Collected data entries:
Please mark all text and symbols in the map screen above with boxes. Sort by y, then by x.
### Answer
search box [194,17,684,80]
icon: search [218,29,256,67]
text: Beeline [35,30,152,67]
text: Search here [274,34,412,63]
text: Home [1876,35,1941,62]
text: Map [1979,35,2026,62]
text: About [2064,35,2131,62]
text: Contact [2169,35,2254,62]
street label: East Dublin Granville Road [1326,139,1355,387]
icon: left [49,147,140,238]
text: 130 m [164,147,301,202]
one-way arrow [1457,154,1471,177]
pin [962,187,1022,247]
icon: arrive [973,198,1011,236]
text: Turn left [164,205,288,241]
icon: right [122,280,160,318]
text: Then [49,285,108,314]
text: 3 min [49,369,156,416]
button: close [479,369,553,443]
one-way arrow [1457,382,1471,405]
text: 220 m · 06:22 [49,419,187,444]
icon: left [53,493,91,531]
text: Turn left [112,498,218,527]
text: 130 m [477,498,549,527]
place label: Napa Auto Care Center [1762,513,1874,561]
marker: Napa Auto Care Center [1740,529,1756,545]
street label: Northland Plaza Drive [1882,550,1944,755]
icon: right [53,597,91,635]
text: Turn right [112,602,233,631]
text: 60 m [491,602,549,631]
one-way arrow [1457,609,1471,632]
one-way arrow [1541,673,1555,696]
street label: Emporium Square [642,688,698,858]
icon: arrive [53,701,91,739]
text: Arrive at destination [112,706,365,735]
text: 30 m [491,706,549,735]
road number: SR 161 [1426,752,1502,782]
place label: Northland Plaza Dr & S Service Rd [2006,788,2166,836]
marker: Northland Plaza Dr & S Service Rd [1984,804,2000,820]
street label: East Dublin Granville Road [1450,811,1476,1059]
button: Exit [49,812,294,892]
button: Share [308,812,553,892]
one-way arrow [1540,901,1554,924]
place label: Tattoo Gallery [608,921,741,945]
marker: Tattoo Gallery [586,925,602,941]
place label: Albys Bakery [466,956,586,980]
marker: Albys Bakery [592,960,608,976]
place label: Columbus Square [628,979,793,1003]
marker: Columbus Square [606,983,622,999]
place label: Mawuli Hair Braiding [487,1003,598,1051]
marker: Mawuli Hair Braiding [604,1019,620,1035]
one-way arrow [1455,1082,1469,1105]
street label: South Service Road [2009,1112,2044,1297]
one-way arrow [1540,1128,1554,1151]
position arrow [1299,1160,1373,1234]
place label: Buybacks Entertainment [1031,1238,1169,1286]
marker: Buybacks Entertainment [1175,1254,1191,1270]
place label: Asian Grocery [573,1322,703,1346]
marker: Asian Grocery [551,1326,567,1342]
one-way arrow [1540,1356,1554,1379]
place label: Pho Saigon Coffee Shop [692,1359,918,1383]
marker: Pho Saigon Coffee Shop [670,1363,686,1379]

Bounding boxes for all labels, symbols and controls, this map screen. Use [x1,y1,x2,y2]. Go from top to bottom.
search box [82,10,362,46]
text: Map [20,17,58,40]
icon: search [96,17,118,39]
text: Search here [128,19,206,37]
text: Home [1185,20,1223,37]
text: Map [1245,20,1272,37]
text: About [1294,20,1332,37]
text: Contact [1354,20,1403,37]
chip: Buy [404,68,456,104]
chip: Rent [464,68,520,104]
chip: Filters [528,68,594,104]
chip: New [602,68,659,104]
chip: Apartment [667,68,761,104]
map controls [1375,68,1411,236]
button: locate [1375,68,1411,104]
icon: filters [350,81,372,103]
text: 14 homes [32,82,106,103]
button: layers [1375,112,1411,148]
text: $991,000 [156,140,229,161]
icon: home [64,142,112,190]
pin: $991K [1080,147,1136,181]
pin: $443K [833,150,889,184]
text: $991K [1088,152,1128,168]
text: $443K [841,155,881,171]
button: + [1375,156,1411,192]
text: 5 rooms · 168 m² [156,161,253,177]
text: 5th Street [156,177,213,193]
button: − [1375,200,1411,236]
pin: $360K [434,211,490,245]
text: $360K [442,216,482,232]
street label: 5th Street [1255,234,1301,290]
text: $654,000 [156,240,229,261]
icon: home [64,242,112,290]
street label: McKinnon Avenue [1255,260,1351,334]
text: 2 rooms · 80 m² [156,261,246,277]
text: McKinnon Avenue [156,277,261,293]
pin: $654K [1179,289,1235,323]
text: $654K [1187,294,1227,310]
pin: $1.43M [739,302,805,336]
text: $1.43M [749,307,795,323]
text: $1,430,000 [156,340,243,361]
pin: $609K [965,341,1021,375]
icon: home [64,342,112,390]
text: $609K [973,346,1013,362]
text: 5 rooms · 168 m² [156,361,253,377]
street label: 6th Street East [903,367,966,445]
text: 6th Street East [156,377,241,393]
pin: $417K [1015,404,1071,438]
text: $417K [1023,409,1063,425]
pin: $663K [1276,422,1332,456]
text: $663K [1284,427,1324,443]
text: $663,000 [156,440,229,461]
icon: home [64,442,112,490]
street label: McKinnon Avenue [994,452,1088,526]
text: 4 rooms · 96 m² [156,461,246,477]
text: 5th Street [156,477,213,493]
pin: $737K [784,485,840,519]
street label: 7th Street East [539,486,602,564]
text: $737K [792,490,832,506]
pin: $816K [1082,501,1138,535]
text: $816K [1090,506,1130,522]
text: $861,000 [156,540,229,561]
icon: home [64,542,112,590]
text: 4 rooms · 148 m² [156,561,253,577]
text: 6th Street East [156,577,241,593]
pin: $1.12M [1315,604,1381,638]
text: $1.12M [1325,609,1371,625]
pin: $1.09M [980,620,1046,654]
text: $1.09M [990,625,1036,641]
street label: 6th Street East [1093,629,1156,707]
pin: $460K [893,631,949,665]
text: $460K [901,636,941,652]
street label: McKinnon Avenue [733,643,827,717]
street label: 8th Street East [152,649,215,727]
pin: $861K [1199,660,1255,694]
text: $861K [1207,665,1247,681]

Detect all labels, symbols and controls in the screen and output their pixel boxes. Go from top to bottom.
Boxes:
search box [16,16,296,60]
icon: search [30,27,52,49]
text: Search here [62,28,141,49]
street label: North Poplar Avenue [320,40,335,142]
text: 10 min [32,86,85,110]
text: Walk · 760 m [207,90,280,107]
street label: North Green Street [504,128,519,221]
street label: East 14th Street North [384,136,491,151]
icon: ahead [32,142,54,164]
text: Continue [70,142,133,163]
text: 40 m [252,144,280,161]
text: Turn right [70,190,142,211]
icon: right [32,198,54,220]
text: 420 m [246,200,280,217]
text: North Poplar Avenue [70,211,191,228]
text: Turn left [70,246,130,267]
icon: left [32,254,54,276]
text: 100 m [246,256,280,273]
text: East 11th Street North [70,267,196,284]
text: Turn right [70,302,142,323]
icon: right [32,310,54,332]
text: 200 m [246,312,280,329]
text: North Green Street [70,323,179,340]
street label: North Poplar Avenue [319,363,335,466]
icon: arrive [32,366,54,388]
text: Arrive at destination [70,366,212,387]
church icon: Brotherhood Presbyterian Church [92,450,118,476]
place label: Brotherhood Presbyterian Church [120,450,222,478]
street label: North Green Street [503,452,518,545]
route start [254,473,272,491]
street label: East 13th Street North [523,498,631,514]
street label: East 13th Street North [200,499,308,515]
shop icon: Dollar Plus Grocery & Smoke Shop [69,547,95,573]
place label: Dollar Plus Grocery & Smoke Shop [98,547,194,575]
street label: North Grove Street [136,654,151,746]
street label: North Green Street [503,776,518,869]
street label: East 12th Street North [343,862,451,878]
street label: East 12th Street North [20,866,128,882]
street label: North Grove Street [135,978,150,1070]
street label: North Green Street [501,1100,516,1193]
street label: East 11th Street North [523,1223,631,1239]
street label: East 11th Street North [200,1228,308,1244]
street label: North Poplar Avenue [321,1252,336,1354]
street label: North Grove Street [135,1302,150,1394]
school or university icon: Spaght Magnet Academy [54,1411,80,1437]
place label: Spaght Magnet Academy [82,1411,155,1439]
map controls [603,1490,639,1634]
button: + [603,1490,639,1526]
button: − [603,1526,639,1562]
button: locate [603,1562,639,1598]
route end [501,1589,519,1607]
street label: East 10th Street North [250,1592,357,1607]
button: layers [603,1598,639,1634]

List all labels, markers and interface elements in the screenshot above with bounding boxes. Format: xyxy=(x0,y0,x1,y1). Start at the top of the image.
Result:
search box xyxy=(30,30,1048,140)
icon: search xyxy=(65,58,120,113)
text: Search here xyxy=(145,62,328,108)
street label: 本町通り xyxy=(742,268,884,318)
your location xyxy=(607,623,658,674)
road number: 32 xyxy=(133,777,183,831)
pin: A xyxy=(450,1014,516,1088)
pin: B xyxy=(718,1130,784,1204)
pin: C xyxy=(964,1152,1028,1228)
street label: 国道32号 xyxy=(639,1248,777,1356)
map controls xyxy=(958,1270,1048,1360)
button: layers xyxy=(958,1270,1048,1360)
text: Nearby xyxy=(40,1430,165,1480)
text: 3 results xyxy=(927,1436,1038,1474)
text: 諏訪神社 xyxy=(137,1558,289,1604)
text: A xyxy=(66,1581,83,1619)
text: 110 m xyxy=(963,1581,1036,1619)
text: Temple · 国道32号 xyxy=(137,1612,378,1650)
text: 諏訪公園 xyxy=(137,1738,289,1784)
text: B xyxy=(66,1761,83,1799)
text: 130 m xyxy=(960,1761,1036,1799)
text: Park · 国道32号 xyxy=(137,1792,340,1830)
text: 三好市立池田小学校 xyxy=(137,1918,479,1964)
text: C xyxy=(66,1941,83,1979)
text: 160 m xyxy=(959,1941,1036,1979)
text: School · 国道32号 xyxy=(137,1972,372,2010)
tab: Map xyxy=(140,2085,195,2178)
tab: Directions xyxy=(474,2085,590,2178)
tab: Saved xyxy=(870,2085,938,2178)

◆ **ACTION ITEM**
In the records above, find each line that mentions the word "number", and copy it.

◆ **EXERCISE OUTPUT**
road number: SR 161 [1426,752,1502,782]
road number: 32 xyxy=(133,777,183,831)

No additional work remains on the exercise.